When it comes to making a living as a writer, entire segments of the book world were lost to me for most of my teen years and early adulthood. Only in the last ten years have I become aware that “self-help” as a category is a misnomer. Non-fiction books, whether how-to related or not, are a viable medium for a writer such as myself to share my unique voice; my writing mind. In the last two years, I realize that I’ve been writing a book in my head that is probably classified in the self-help category. My first full-length non-fiction book will be on the practice and benefits of journaling.
I find I have a LOT to say to folks who journal casually and those who have not yet found this wonderful resource for life. My eye is caught by titles and book covers associated with the writing process and journaling to the point where I can no longer ignore my drive to share with others all that journaling has meant to me…and can mean to them.

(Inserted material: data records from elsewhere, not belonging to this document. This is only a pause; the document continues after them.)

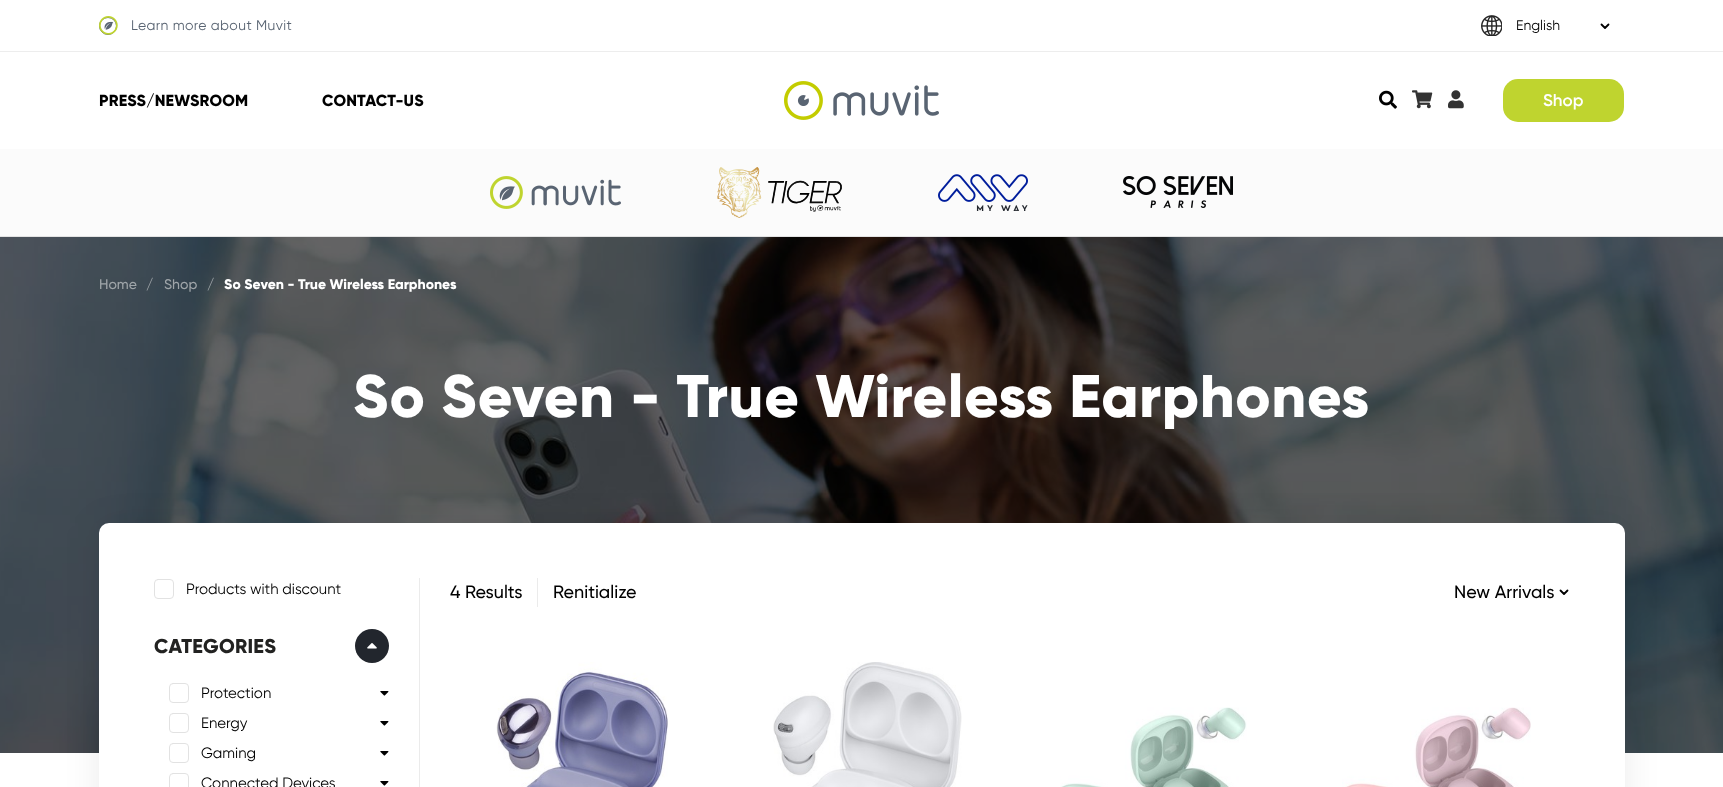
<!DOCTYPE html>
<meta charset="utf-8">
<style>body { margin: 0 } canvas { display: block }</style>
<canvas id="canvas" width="1723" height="787"></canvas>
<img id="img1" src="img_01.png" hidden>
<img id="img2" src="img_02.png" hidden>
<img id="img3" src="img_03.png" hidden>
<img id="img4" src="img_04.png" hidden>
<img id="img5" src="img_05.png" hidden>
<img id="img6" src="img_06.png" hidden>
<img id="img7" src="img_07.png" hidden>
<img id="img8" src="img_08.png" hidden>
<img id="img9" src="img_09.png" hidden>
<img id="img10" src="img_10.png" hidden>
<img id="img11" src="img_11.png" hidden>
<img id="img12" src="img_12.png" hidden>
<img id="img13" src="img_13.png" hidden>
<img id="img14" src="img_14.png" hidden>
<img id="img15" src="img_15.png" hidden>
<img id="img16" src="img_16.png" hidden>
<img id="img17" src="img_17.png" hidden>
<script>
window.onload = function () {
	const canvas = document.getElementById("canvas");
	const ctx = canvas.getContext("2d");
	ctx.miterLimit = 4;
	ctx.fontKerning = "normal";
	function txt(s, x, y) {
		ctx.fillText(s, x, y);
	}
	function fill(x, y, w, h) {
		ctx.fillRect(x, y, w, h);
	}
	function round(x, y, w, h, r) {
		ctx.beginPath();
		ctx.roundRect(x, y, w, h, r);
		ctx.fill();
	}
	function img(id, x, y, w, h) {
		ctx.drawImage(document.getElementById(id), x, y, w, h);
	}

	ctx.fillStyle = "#FFFFFF";
	fill(0, 0, 1723, 787);
	ctx.beginPath();
	ctx.arc(108, 26, 8.5, 0, Math.PI * 2);
	ctx.strokeStyle = "#596472";
	ctx.stroke();
	img("img1", 99, 16, 19, 19);
	img("img2", 1481, 15, 21, 21);
	ctx.beginPath();
	ctx.moveTo(1601.5, 24.5);
	ctx.lineTo(1605, 28);
	ctx.lineTo(1608.5, 24.5);
	ctx.strokeStyle = "#000000";
	ctx.lineWidth = 1.8;
	ctx.lineCap = "round";
	ctx.lineJoin = "round";
	ctx.stroke();
	ctx.fillStyle = "#EDEDED";
	fill(0, 51, 1723, 1);
	img("img3", 784, 81, 155, 39);
	img("img4", 1379, 90, 18, 19);
	img("img5", 1412, 90, 21, 19);
	img("img6", 1448, 90, 16, 19);
	ctx.fillStyle = "#BFD42F";
	round(1503, 79, 121, 43, 15);
	ctx.fillStyle = "#FBFBFB";
	fill(0, 149, 1723, 87);
	ctx.fillStyle = "#E3E3E3";
	fill(0, 236, 1723, 1);
	img("img7", 490, 176, 131, 33);
	img("img8", 717, 167, 125, 51);
	img("img9", 938, 174, 90, 37);
	img("img10", 1123, 176, 110, 32);
	img("img11", 0, 237, 1723, 516);
	ctx.fillStyle = "rgba(0, 0, 0, 0.08)";
	ctx.filter = "blur(17.5px)";
	ctx.beginPath();
	ctx.roundRect(99, 525, 1526, 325, 10);
	ctx.fill();
	ctx.filter = "none";
	ctx.fillStyle = "#FFFFFF";
	round(99, 523, 1526, 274, 10);
	ctx.beginPath();
	ctx.roundRect(154.5, 579.5, 19, 19, 3.5);
	ctx.strokeStyle = "#E2E2E2";
	ctx.lineWidth = 1;
	ctx.lineJoin = "miter";
	ctx.stroke();
	ctx.fillStyle = "#22262D";
	ctx.beginPath();
	ctx.arc(372, 646, 17, 0, Math.PI * 2);
	ctx.fill();
	img("img12", 367, 643, 10, 6);
	ctx.beginPath();
	ctx.roundRect(169.5, 683.5, 19, 19, 3.5);
	ctx.stroke();
	img("img13", 380, 691, 9, 5);
	ctx.beginPath();
	ctx.roundRect(169.5, 713.5, 19, 19, 3.5);
	ctx.stroke();
	img("img13", 380, 721, 9, 5);
	ctx.beginPath();
	ctx.roundRect(169.5, 743.5, 19, 19, 3.5);
	ctx.stroke();
	img("img13", 380, 751, 9, 5);
	ctx.beginPath();
	ctx.roundRect(169.5, 773.5, 19, 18, 3.5);
	ctx.stroke();
	img("img13", 380, 781, 9, 5);
	ctx.fillStyle = "#EBEBEB";
	fill(419, 578, 1, 209);
	fill(537, 578, 1, 29);
	ctx.beginPath();
	ctx.moveTo(1560.5, 590.5);
	ctx.lineTo(1564, 594);
	ctx.lineTo(1567.5, 590.5);
	ctx.strokeStyle = "#000000";
	ctx.lineWidth = 1.8;
	ctx.lineJoin = "round";
	ctx.stroke();
	img("img14", 496, 662, 172, 125);
	img("img15", 773, 662, 189, 125);
	img("img16", 1060, 707, 187, 80);
	img("img17", 1342, 707, 189, 80);
	ctx.letterSpacing = "0.4px";
	ctx.font = "14px Gilroy";
	ctx.fillStyle = "#596472";
	txt("Learn more about Muvit", 131, 30);
	ctx.letterSpacing = "0px";
	ctx.fillStyle = "#000000";
	txt("English", 1516, 30);
	ctx.letterSpacing = "0.2px";
	ctx.font = "800 16px Gilroy";
	txt("PRESS/NEWSROOM", 99, 106);
	txt("CONTACT-US", 322, 106);
	ctx.letterSpacing = "0px";
	ctx.font = "600 17px Gilroy";
	ctx.fillStyle = "#FFFFFF";
	txt("Shop", 1543, 106);
	ctx.font = "500 14px Gilroy";
	ctx.fillStyle = "#9FA5A9";
	txt("Home", 99, 289);
	txt("/", 146, 289);
	txt("Shop", 164, 289);
	txt("/", 207, 289);
	ctx.font = "800 14px Gilroy";
	ctx.fillStyle = "#FFFFFF";
	txt("So Seven - True Wireless Earphones", 224, 289);
	ctx.letterSpacing = "0.6px";
	ctx.font = "800 60px Gilroy";
	txt("So Seven - True Wireless Earphones", 353, 417);
	ctx.letterSpacing = "0px";
	ctx.font = "15px Gilroy";
	ctx.fillStyle = "#000000";
	txt("Products with discount", 186, 594);
	ctx.letterSpacing = "0.25px";
	ctx.font = "800 20px Gilroy";
	ctx.fillStyle = "#222221";
	txt("CATEGORIES", 154, 653);
	ctx.letterSpacing = "0px";
	ctx.font = "15px Gilroy";
	ctx.fillStyle = "#000000";
	txt("Protection", 201, 698);
	txt("Energy", 201, 728);
	txt("Gaming", 201, 758);
	txt("Connected Devices", 201, 788);
	ctx.font = "500 18px Gilroy";
	txt("4 Results", 450, 598);
	txt("Renitialize", 553, 598);
	txt("New Arrivals", 1454, 598);
};
</script>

I picked up the nickname “essayist of encouragement” about 20 years ago while attending a small group for Christian women writers. It surfaced again 6 years ago while writing essays for friends and coworkers going through difficult times. That’s what I do best…writing essays that focus on one aspect of life and leave you feeling that improvement is as easy as making the decision to be aware, or putting a complicated truth into a metaphor that is easy to understand.
Perhaps one day I will be able to publish several books since I have collected a fair amount of my own essays on coping with pain, being vulnerable as a writer, living in relationships of questionable value. I write these essays a lot, but have only begun to keep them in the last couple years. Now, I categorize them and copy them into different folders. If the day comes when I can sit down and write a coherent introduction for a book on coping with pain, for example, I will have a file full of material stretching back to 2005 and beyond, to work with.
I may yet write a novel. The plots and characters swim in my head along with all the vast chaos I call a brain. For now, I am content to understand where my talent lies, and plan my discipline practices around such writing.
What would I say to the child of 9 who felt you couldn’t be a writer unless you were making up stories all the time? I would tell her to keep her eyes open, observe and think, and write down all the words that have run through the filter of her mind. Keep them. Learn from them. Share them. You don’t have to write fiction to be an author. You don’t have to write books to be a writer. Just write and watch it grow.